WORK INSTRUCTION> Check each line of the data, and copy those where "Barrilaco" appears.

(Stored items)
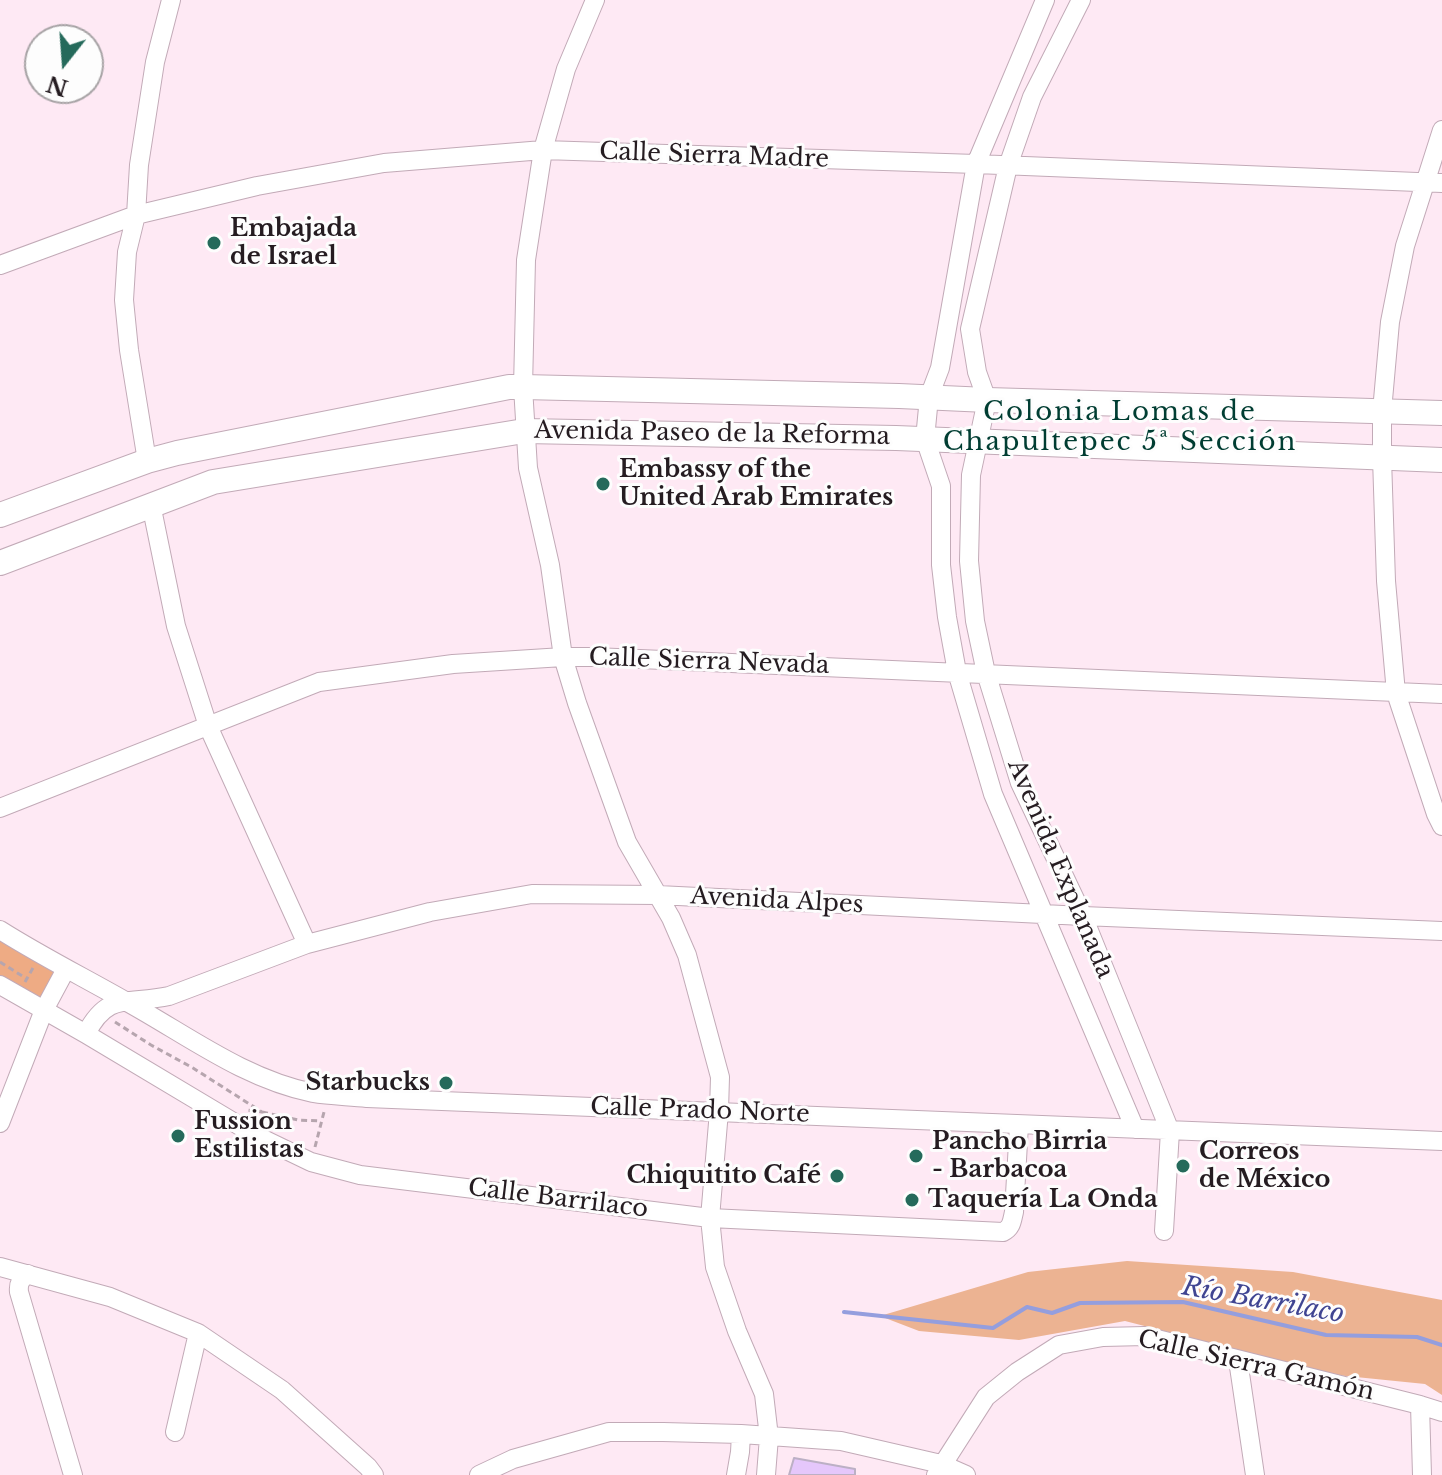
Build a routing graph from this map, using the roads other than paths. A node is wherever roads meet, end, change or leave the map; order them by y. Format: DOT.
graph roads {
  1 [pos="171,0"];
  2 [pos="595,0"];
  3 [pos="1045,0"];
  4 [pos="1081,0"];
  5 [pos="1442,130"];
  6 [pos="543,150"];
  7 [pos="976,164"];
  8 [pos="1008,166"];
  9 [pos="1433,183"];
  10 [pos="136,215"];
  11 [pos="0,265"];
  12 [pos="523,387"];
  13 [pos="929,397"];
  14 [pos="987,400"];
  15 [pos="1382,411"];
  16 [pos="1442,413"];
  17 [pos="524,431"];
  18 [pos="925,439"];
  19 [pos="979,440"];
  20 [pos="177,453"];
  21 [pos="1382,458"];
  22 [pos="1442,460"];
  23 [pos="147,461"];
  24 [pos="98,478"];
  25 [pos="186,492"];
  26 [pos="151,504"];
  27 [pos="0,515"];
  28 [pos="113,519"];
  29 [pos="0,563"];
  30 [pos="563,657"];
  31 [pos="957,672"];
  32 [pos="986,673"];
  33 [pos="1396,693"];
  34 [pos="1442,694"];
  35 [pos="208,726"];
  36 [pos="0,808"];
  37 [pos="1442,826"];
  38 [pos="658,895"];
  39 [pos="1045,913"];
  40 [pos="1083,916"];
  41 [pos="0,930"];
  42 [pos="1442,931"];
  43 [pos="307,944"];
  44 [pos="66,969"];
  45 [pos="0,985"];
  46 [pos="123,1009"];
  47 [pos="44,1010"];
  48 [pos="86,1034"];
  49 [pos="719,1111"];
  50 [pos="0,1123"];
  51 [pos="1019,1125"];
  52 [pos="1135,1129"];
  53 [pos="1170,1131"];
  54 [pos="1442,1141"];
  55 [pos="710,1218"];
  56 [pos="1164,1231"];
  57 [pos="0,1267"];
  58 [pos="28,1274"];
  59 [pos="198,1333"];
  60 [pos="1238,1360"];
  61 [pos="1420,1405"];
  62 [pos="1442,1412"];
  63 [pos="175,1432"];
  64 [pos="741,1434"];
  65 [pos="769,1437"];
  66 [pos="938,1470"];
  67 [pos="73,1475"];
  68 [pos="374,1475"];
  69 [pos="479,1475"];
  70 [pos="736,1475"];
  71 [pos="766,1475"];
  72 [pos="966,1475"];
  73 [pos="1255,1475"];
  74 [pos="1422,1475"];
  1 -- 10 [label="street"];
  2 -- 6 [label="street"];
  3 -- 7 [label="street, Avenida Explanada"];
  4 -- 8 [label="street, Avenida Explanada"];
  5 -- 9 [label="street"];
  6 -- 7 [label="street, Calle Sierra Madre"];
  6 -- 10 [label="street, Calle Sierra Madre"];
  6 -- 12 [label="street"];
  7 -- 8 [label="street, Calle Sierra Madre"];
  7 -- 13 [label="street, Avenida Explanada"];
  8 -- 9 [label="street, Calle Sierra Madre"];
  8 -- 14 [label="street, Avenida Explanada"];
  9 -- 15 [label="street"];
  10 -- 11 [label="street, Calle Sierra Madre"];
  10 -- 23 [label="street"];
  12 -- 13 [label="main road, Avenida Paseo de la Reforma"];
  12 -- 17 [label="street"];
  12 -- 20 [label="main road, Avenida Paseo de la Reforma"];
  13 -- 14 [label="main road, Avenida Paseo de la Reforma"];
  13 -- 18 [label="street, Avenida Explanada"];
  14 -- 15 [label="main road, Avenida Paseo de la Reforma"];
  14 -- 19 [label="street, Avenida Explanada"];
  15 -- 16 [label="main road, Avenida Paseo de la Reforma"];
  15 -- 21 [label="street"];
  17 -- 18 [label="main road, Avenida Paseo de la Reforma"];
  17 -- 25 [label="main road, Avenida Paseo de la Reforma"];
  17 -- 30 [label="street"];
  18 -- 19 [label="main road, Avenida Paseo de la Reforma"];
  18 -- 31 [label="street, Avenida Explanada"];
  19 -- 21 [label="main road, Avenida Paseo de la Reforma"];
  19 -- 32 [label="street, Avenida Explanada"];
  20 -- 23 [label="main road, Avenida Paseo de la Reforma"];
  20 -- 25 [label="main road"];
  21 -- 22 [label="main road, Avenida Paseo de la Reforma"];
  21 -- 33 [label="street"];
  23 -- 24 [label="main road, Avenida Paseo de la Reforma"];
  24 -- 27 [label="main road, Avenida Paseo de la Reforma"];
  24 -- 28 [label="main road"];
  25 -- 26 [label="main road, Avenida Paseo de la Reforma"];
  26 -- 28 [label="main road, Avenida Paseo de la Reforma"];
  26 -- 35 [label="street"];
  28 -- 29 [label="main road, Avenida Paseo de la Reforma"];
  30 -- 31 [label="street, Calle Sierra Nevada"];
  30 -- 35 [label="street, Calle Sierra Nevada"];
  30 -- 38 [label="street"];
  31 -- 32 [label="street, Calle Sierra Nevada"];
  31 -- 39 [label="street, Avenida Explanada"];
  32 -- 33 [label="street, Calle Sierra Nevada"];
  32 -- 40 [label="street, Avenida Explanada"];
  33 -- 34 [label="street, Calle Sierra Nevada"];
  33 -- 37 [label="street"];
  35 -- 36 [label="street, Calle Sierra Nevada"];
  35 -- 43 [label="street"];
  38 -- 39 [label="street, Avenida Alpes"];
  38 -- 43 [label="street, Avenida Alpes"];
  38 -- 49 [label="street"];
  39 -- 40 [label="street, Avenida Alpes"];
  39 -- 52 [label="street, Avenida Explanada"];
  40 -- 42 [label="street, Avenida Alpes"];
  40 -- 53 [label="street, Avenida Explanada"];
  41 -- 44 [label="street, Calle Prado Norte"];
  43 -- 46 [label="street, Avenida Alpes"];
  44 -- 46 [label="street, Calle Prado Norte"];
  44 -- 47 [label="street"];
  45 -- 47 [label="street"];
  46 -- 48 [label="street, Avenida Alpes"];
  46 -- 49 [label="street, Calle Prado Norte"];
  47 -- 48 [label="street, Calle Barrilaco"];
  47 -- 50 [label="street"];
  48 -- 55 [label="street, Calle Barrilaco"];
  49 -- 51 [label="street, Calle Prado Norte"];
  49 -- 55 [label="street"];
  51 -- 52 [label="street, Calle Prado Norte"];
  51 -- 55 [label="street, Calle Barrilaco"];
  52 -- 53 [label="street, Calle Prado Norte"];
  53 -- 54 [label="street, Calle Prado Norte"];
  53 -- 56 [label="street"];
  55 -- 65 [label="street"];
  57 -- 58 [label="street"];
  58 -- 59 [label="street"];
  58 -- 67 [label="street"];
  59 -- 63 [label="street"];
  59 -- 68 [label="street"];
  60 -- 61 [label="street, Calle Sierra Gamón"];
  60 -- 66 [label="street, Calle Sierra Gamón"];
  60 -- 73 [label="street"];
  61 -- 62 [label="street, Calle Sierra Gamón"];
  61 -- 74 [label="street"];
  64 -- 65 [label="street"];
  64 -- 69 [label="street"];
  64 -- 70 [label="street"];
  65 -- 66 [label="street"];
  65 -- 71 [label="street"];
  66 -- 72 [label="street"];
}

RESPONSE TO THE TASK>
  47 -- 48 [label="street, Calle Barrilaco"];
  48 -- 55 [label="street, Calle Barrilaco"];
  51 -- 55 [label="street, Calle Barrilaco"];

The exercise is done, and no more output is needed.